───── Data ─────

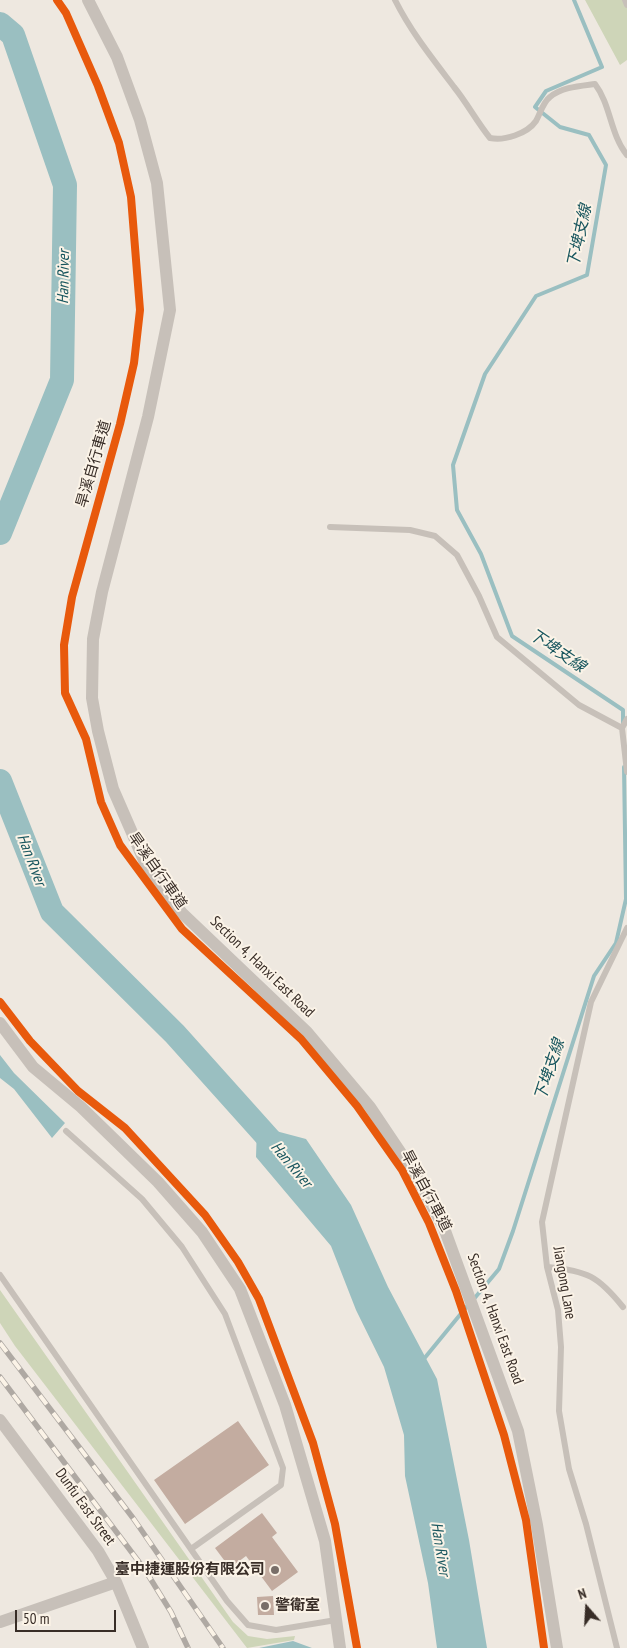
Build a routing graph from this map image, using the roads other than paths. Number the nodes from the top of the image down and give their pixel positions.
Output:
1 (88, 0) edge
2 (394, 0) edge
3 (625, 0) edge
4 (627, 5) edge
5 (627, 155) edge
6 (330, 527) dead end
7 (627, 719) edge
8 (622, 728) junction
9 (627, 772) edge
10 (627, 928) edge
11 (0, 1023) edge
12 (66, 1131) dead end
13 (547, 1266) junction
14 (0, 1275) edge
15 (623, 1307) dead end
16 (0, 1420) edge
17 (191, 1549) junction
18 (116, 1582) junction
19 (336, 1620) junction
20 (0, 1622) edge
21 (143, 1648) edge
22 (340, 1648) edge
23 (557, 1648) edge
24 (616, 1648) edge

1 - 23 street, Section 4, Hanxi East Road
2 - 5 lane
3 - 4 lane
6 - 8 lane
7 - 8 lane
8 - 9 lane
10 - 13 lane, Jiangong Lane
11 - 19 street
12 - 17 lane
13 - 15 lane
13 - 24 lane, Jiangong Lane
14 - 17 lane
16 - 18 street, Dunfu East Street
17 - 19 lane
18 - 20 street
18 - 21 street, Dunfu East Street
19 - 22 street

─────
───── Data ─────

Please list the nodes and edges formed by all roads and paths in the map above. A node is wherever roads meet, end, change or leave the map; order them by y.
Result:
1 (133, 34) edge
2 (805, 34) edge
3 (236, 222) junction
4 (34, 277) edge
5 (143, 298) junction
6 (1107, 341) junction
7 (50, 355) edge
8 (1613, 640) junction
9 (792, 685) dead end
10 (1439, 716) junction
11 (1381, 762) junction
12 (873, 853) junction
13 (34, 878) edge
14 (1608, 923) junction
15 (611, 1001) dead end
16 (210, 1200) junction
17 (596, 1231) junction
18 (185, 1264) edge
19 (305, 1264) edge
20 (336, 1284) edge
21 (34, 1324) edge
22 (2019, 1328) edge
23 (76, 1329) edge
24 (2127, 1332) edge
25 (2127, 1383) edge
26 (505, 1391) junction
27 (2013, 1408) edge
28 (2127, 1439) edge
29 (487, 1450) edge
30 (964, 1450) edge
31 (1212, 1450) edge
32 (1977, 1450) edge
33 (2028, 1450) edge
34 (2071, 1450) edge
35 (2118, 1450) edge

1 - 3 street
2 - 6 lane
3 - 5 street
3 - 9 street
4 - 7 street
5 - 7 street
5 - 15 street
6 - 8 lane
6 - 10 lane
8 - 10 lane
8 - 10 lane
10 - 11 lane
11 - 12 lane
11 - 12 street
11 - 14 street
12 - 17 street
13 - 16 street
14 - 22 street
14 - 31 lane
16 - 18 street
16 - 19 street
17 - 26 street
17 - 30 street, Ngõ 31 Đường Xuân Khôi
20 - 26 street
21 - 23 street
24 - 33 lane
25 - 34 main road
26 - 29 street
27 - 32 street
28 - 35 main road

─────
───── Data ─────

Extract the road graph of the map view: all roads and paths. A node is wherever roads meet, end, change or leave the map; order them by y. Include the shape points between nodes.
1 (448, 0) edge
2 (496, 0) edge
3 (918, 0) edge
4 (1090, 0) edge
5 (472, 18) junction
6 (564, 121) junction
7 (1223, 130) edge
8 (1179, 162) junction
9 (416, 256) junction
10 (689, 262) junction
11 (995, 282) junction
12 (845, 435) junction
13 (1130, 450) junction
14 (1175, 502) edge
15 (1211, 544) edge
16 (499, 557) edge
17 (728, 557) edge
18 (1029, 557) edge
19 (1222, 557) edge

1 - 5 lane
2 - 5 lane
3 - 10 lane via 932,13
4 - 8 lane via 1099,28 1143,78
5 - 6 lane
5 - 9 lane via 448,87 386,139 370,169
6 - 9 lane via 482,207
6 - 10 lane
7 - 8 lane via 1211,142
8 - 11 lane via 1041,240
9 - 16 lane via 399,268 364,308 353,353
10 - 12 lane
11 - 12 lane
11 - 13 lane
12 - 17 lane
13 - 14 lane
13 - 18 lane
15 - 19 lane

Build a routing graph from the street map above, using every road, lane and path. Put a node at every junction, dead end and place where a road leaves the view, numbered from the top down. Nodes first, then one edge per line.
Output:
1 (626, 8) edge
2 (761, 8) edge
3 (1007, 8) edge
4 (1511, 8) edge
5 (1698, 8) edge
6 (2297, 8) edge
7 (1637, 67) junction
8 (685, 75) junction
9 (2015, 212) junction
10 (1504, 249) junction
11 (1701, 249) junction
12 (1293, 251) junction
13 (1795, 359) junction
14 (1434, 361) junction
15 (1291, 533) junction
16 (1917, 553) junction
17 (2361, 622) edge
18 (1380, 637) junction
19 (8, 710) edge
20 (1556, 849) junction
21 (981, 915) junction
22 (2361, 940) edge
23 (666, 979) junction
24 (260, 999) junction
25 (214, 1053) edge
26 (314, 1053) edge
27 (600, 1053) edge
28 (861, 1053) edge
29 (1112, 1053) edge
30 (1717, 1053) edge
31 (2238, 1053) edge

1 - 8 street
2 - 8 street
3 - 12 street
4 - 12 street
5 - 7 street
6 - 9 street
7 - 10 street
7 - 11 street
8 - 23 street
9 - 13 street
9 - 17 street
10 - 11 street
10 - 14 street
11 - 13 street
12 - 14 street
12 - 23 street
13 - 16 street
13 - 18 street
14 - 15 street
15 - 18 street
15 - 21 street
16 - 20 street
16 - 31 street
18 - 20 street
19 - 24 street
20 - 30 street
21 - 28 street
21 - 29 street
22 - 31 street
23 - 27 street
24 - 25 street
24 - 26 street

─────

§ Problem to work on
Among the entries above, how many lines include "from"? State the number and nothing else.

§ Answer
2